[Data records]
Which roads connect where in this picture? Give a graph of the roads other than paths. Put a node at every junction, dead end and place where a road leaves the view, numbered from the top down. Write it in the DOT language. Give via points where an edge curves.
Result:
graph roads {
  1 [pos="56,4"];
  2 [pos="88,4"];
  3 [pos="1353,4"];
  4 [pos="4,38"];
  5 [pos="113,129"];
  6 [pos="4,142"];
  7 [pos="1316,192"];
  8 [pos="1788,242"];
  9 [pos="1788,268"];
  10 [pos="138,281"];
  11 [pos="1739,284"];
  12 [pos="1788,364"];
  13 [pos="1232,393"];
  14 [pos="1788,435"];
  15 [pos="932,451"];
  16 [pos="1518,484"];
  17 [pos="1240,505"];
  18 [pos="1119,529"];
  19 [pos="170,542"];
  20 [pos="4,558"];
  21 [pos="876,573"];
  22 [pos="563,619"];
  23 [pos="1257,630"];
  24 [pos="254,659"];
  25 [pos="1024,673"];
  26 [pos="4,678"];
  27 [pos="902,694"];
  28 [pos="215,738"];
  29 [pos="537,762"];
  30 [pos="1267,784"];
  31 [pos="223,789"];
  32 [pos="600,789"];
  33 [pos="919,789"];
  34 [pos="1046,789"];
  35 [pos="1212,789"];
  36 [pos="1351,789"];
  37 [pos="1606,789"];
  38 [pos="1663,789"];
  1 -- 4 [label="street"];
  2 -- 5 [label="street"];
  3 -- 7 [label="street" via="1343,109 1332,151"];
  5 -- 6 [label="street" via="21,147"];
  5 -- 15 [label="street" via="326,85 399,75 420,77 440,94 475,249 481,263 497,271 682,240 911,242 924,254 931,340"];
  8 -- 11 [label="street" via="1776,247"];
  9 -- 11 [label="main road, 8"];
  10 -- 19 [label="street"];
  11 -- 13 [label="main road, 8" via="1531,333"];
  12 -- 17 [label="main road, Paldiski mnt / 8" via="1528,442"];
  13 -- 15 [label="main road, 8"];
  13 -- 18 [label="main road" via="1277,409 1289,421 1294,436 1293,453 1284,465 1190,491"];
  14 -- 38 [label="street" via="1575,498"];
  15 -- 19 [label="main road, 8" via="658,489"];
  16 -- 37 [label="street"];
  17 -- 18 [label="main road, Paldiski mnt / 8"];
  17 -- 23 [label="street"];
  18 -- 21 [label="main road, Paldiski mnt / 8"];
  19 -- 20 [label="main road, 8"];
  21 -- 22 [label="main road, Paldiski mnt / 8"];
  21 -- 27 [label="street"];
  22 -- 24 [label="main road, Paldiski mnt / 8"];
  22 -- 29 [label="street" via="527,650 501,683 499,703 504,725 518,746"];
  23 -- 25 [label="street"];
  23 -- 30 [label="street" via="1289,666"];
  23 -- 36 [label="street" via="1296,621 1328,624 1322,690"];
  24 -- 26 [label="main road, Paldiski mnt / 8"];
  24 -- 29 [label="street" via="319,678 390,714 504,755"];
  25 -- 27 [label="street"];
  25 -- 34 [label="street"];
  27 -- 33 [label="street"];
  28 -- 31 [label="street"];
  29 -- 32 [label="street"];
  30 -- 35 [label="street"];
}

About this exercise:
Your task is to print all of the records exactly.

Output of the task:
Which roads connect where in this picture? Give a graph of the roads other than paths. Put a node at every junction, dead end and place where a road leaves the view, numbered from the top down. Write it in the DOT language. Give via points where an edge curves.
Result:
graph roads {
  1 [pos="56,4"];
  2 [pos="88,4"];
  3 [pos="1353,4"];
  4 [pos="4,38"];
  5 [pos="113,129"];
  6 [pos="4,142"];
  7 [pos="1316,192"];
  8 [pos="1788,242"];
  9 [pos="1788,268"];
  10 [pos="138,281"];
  11 [pos="1739,284"];
  12 [pos="1788,364"];
  13 [pos="1232,393"];
  14 [pos="1788,435"];
  15 [pos="932,451"];
  16 [pos="1518,484"];
  17 [pos="1240,505"];
  18 [pos="1119,529"];
  19 [pos="170,542"];
  20 [pos="4,558"];
  21 [pos="876,573"];
  22 [pos="563,619"];
  23 [pos="1257,630"];
  24 [pos="254,659"];
  25 [pos="1024,673"];
  26 [pos="4,678"];
  27 [pos="902,694"];
  28 [pos="215,738"];
  29 [pos="537,762"];
  30 [pos="1267,784"];
  31 [pos="223,789"];
  32 [pos="600,789"];
  33 [pos="919,789"];
  34 [pos="1046,789"];
  35 [pos="1212,789"];
  36 [pos="1351,789"];
  37 [pos="1606,789"];
  38 [pos="1663,789"];
  1 -- 4 [label="street"];
  2 -- 5 [label="street"];
  3 -- 7 [label="street" via="1343,109 1332,151"];
  5 -- 6 [label="street" via="21,147"];
  5 -- 15 [label="street" via="326,85 399,75 420,77 440,94 475,249 481,263 497,271 682,240 911,242 924,254 931,340"];
  8 -- 11 [label="street" via="1776,247"];
  9 -- 11 [label="main road, 8"];
  10 -- 19 [label="street"];
  11 -- 13 [label="main road, 8" via="1531,333"];
  12 -- 17 [label="main road, Paldiski mnt / 8" via="1528,442"];
  13 -- 15 [label="main road, 8"];
  13 -- 18 [label="main road" via="1277,409 1289,421 1294,436 1293,453 1284,465 1190,491"];
  14 -- 38 [label="street" via="1575,498"];
  15 -- 19 [label="main road, 8" via="658,489"];
  16 -- 37 [label="street"];
  17 -- 18 [label="main road, Paldiski mnt / 8"];
  17 -- 23 [label="street"];
  18 -- 21 [label="main road, Paldiski mnt / 8"];
  19 -- 20 [label="main road, 8"];
  21 -- 22 [label="main road, Paldiski mnt / 8"];
  21 -- 27 [label="street"];
  22 -- 24 [label="main road, Paldiski mnt / 8"];
  22 -- 29 [label="street" via="527,650 501,683 499,703 504,725 518,746"];
  23 -- 25 [label="street"];
  23 -- 30 [label="street" via="1289,666"];
  23 -- 36 [label="street" via="1296,621 1328,624 1322,690"];
  24 -- 26 [label="main road, Paldiski mnt / 8"];
  24 -- 29 [label="street" via="319,678 390,714 504,755"];
  25 -- 27 [label="street"];
  25 -- 34 [label="street"];
  27 -- 33 [label="street"];
  28 -- 31 [label="street"];
  29 -- 32 [label="street"];
  30 -- 35 [label="street"];
}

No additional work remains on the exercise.